А мы потом ищем мистику, рассуждаем о небесных откровениях и проклятиях, пытаемся голыми руками поймать выпущенную в сердце творца пулю или остановить стремительно падающий на его шею нож гильотины. Но все – напрасно. На Гревской площади палач поднял в воздух отрубленную голову Андре Шенье. Уже отошла из Ливорно шхуна «Ариэль», на которой утонет Перси Биши Шелли. Уже хлынул греческий ливень, который сведет в могилу Джорджа Байрона. На Черной речке упал на снег смертельно раненный Пушкин. Уже прицелился в грудь Николая Гумилева безвестный красноармеец. Уже взял на мушку беспечного Джона Леннона искатель славы Марк Чепмен. Бессмертие покупают ценой жизни. Прошлое нельзя переиграть. Будущее можно сделать прошлым только прожив его. А творец – пребывает в настоящем. Это его счастье и его беда. И любой его выбор – правильный.
Орел или решка?
Орел? Решка? Или ребром?
Жизнь или смерть?
Жизнь? Смерть? Бессмертие?
Судьба Лермонтова распорядилась даровать ему бессмертие. Сколько раз он мог сделать шаг в сторону, уклониться от рокового выбора – но словно следовал по лекалу, отмеченному судьбой! Делал выбор, от которого его отговаривали, пытались остановить, умоляли одуматься… Давайте же вглядимся попристальнее в его жизнь, попробуем найти в ней узловые моменты, развилки судьбы, разберемся, как работает роковое предназначение, посмотрим, что в его жизни от выбора человеческого, что – от предначертания рока. И не является ли человеческий выбор в то же время и роковым предназначением?

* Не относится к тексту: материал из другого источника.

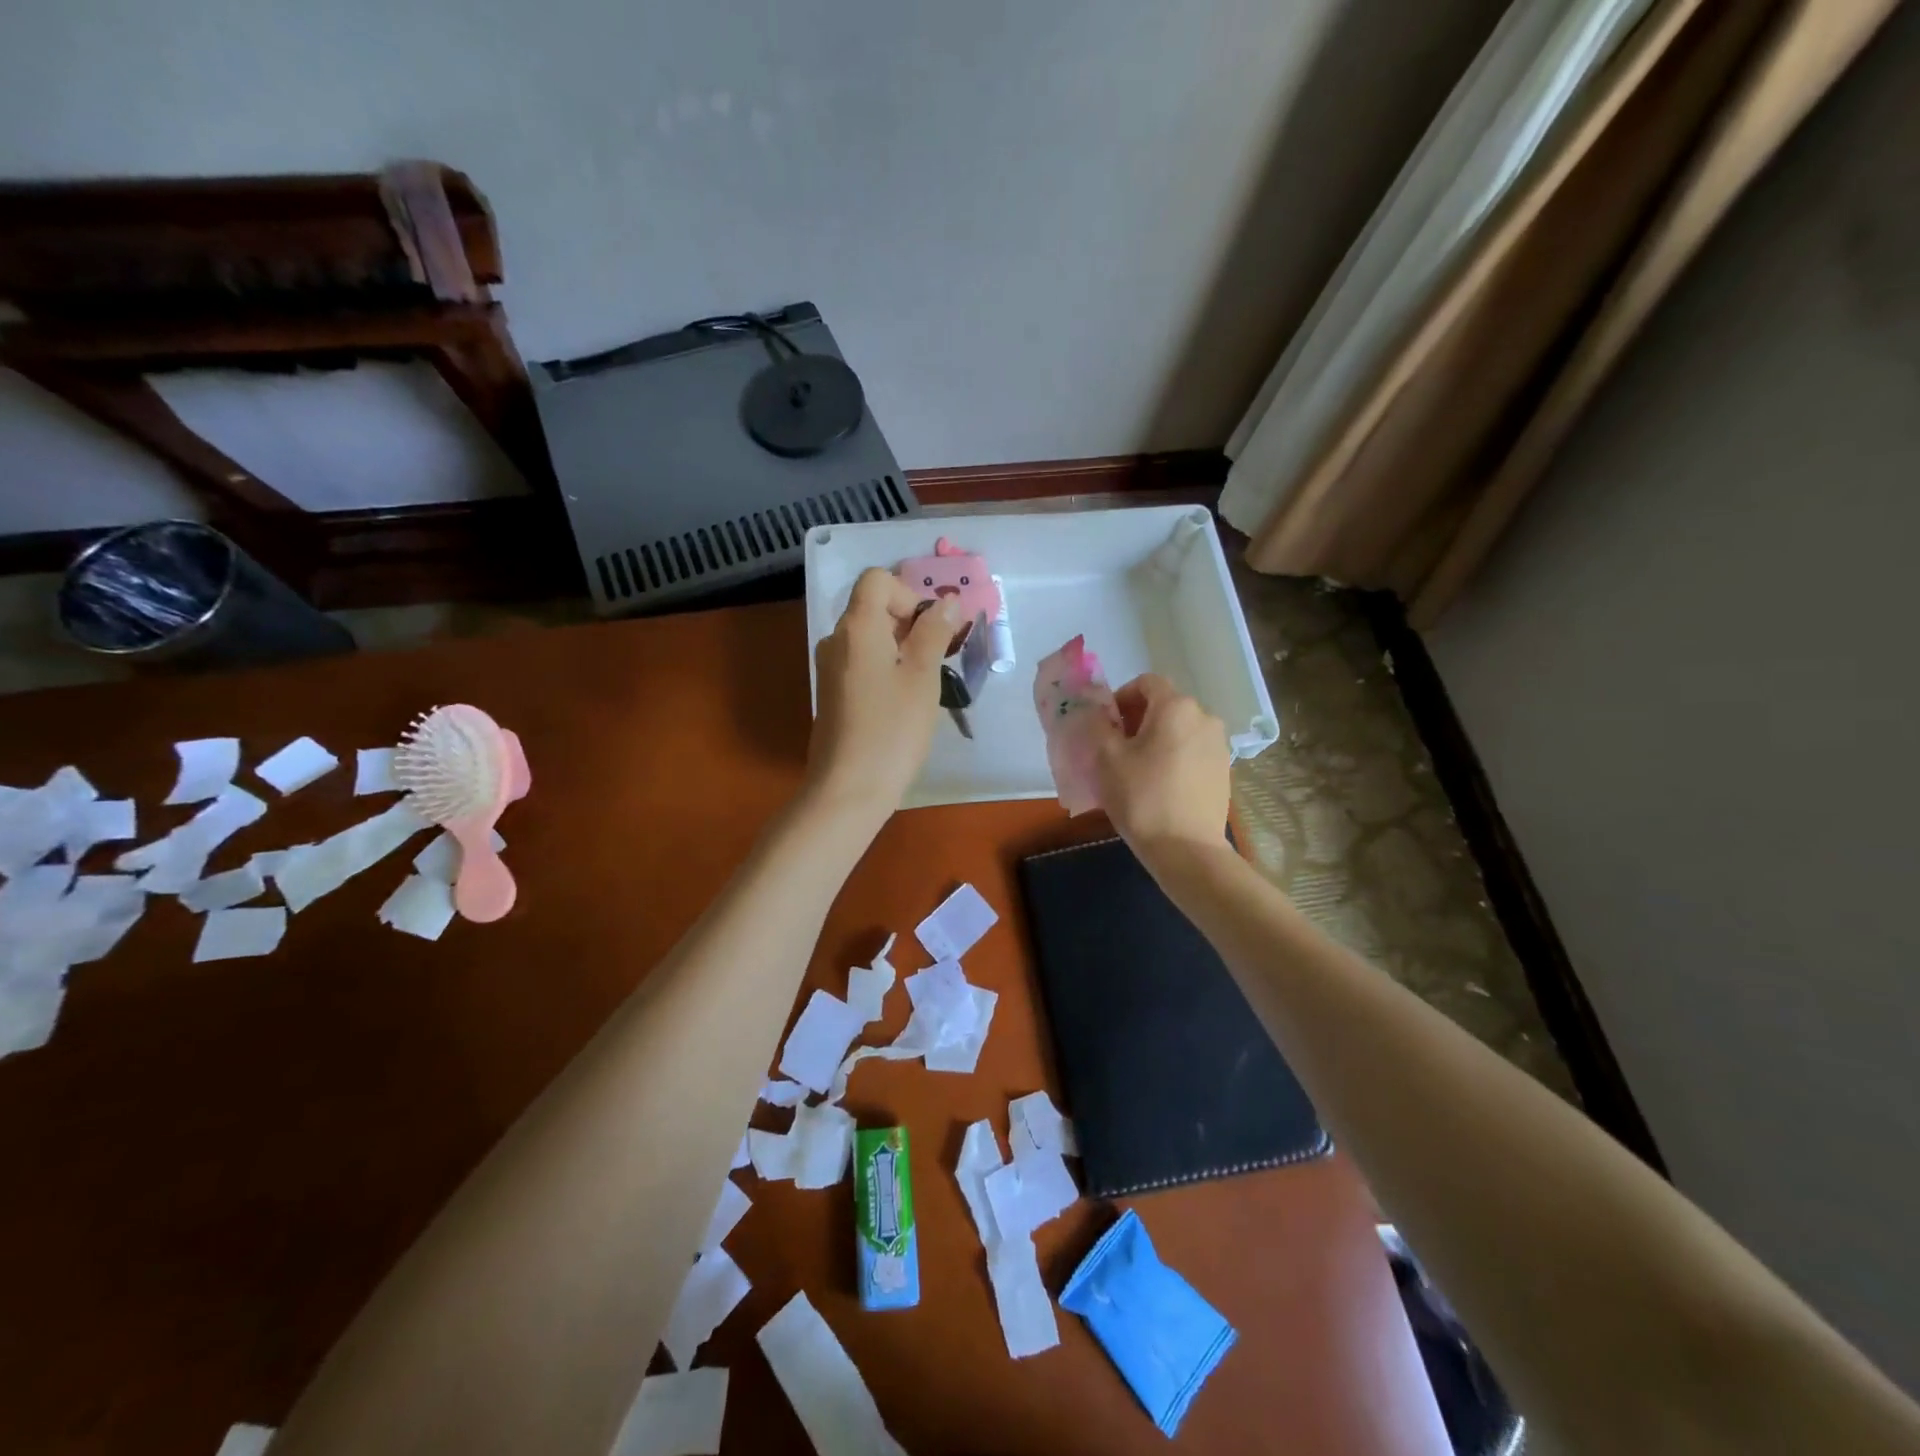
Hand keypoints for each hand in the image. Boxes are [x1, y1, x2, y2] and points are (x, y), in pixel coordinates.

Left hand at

Существует латинская поговорка: «Желающего судьба ведет, нежелающего – тащит». Не будем уподобляться римлянам и гадать по внутренностям животных. Мы просто будем читать Лермонтова – его письма, его заметки, его прозу и стихи. Ибо, если вы хотите вникнуть в роковые тайны его судьбы – доверьтесь словам главного свидетеля на Суде Вечности – самому Михаилу Лермонтову.
Итак, начнем?
Тарханы
Как всякую летопись несчастий, эту историю следует начинать с начала. Не с того начала, которое обычно открывается панорамой московских событий осени 1814 года, когда в ночь со 2 на 3 октября (по старому стилю) безымянный младенец мужского пола сделал свой первый вдох, а с событий провинциальных, за год до вторжения в Россию армии Наполеона. Почему нам это столь важно? Да потому, что сегодня официальную биографию Михаила Юрьевича хорошим тоном стало пересматривать. И по этим новым разысканиям никакого младенца мужского пола в Москве, в доме Толя у Красных Ворот, в ночь со 2 на 3 октября не рождалось.

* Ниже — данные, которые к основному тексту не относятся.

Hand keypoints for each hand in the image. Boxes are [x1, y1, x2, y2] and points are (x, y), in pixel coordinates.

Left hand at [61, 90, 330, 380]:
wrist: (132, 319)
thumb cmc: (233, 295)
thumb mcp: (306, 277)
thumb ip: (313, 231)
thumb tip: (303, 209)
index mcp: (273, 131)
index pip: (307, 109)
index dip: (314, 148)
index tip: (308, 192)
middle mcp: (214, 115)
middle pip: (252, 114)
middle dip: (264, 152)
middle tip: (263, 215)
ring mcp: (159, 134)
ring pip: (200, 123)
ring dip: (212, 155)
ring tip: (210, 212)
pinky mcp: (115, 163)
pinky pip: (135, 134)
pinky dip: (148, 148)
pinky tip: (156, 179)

Чеченская искательница лермонтовской правды Мариам Вахидова «порождает» его в 1811 году. Само собой, порождает не от Юрия Петровича Лермонтова. И одним росчерком пе… простите, парой ударов женской ручки по клавиатуре превращает в бастарда. Таковые попытки делались и раньше благодаря, так сказать, сбору устного народного творчества, но в дате рождения никто не сомневался. Для обвинения в бастардстве в целом не столь уж важно, какой там был год – 1811-й или 1814-й. Для госпожи Вахидовой это важно по очевидной причине: несчастная девица Арсеньева никак не могла бы забеременеть от абрекского кандидата в папаши поэта в 1814 году, поскольку о событиях этого 1814 года известно и из воспоминаний современников, и из «показаний» ее матушки Елизаветы Алексеевны, урожденной Столыпиной. А вот 1811 год практически в истории семейства Арсеньевых не отражен. И не беда, что первый биограф Лермонтова, начавший свою трудную работу в последней четверти 19 века, когда запрет на упоминание имени поэта был снят, объездил – по его словам – все отечество в поисках сохранившихся документов, писем, рукописей поэта, устных воспоминаний о нем и создал тот каркас, на коем базируется все, что мы знаем о Михаиле Юрьевиче. Несмотря на то что после гибели внука Елизавета Алексеевна раздала все его вещи, избавилась от всего, что он написал, истребила любое напоминание о нем, Павел Висковатов собрал целый том свидетельств. Наше право – доверять им или не доверять. Как наше право – вводить новые документы, если они есть.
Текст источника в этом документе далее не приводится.